Sixty-five rebels have been killed since President Gloria Macapagal-Arroyo ordered a crackdown against the militant Abu Sayyaf which is holding 21 hostages in the southern Philippines. Brig. Gen. Edilberto Adan, spokesman for the armed forces, said twenty-eight soldiers have also lost their lives in encounters with Abu Sayyaf fighters.

Seventeen soldiers and 27 Abu Sayyaf rebels were killed in Basilan, while 11 soldiers and 38 bandits were killed in in Sulu. An Abu Sayyaf suspect, William Lim Manihas, was killed when he tried to snatch a pistol from his military escort in Basilan on Sunday.

Manihas and his 17 arrested companions were being taken to army headquarters in Busbus village when he suddenly made a grab for a soldier's gun and aimed at the troops. "It was sudden, but the soldiers reacted quickly," said Col Fredesvindo Covarrubias, chief of the military's civil office.

Seventeen of his companions were released for lack of evidence. But 11 others were handed over to the police, and four to military investigators, said Sulu Police chief Candido Casimiro. "Some are giving us vital information, but the others are hostile," he added.

In Zamboanga, suspected Abu Sayyaf member Mukaram Isarina was captured in the coastal village of Arena Blanco, 20 km east of Zamboanga City on Tuesday. The military's anti-terrorist group Task Force Zamboanga Army Col Alexander Yano said another Abu Sayyaf member from Kalingalang Caluang, Sulu, was also captured.

Arrested businessmen are suspected of being Abu Sayyaf financiers, and policemen were found to be providing the hostage takers with weapons. Meanwhile, government soldiers recovered the body of a guerrilla in village Danit, Lamitan town, on Monday, said army spokesman.

Dried leaves, grass and branches of trees covered the corpse, clad in a black uniform. He was part of an Abu Sayyaf unit that clashed with the military in the area, said Servando.
Campaign

There are a number of Moro soldiers in the Armed Forces of the Philippines, but they are one with the government's campaign against Abu Sayyaf, said Adan.

President Arroyo has declared all-out war against Abu Sayyaf which abducted three Americans and 17 Filipinos from a resort in Palawan, in May. They kidnapped four others from Lamitan, Basilan, on June 2, and 15 more from Lantawan, Basilan, nine days later.

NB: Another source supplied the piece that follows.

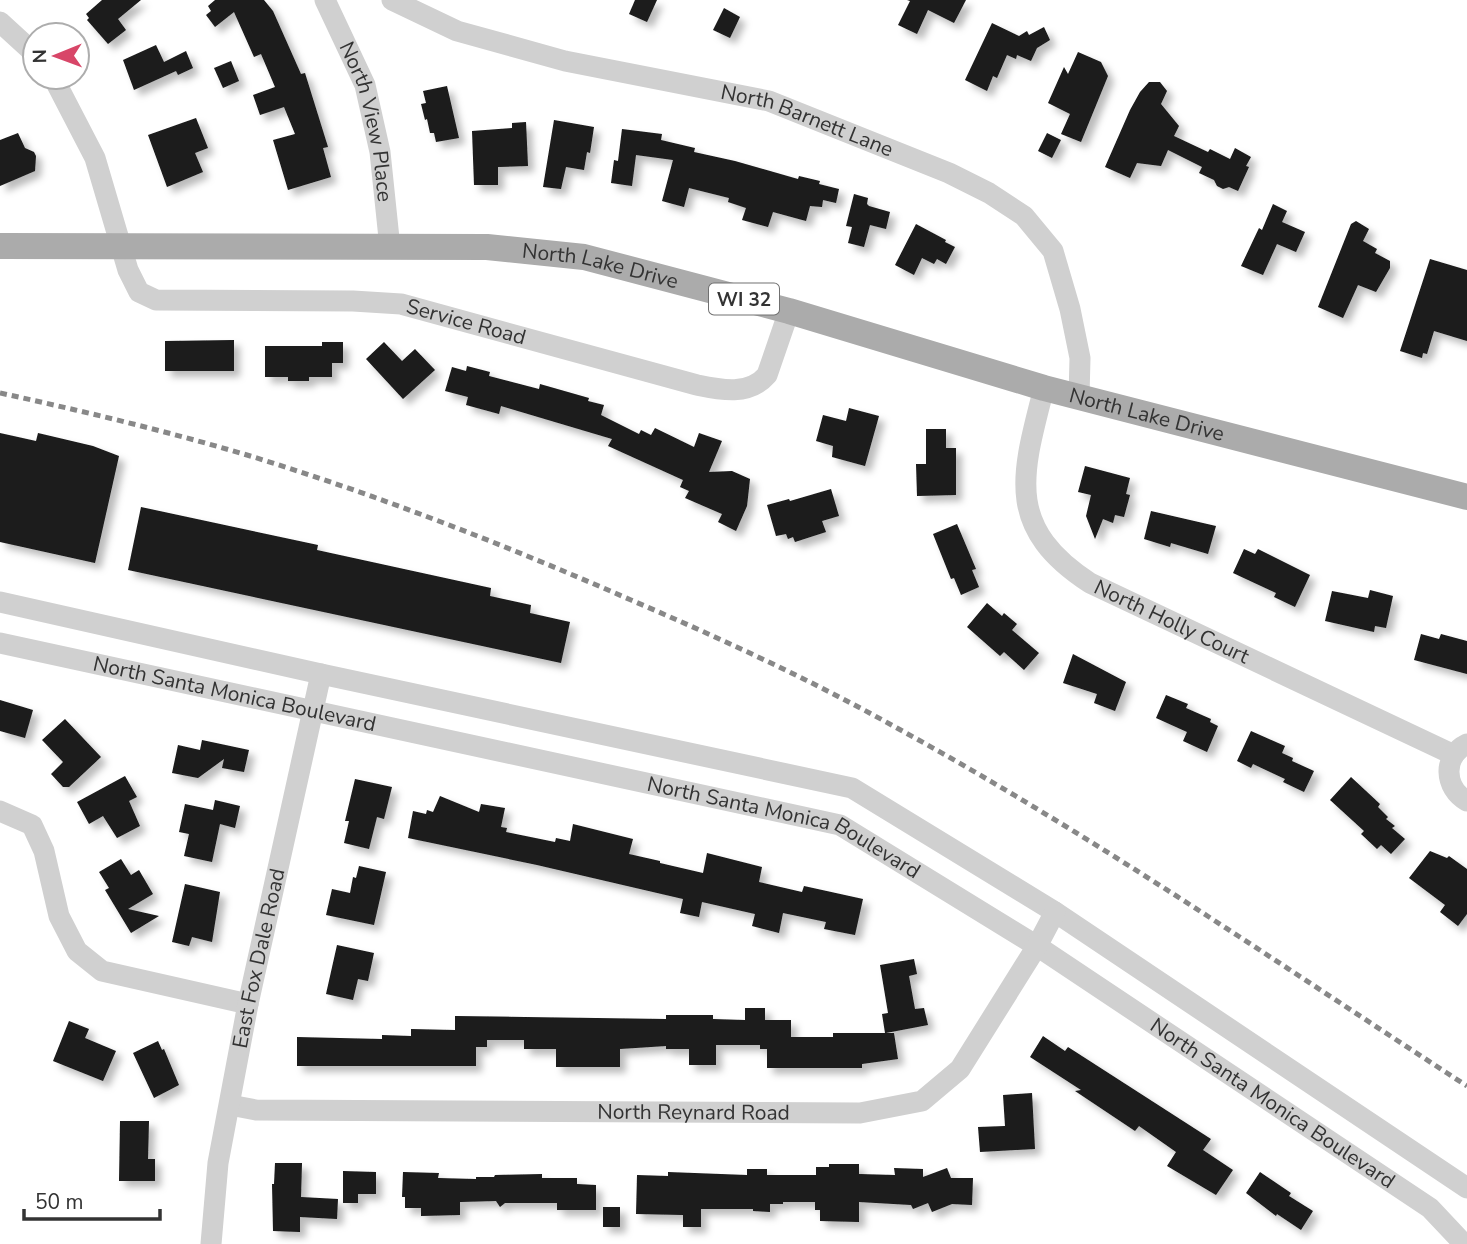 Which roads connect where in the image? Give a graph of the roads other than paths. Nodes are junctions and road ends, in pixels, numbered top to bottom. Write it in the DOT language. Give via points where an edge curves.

Fourteen were earlier released and four others beheaded, but the military has not accounted for American Guillermo Sobero as one of the dead, despite an Abu Sayyaf claim that he was beheaded on June 12.

In the meantime, the government has intensified security at the jail in Zamboanga, following reports that Abu Sayyaf plans to rescue 28 suspects who were taken there for arraignment on charges of kidnapping for ransom.

The government's human rights commission branch in the southern Philippines is studying accusations that the military and the police have violated the human rights of civilians and suspects, said Jose Manuel Mamauag, Commission on Human Rights director for Western Mindanao.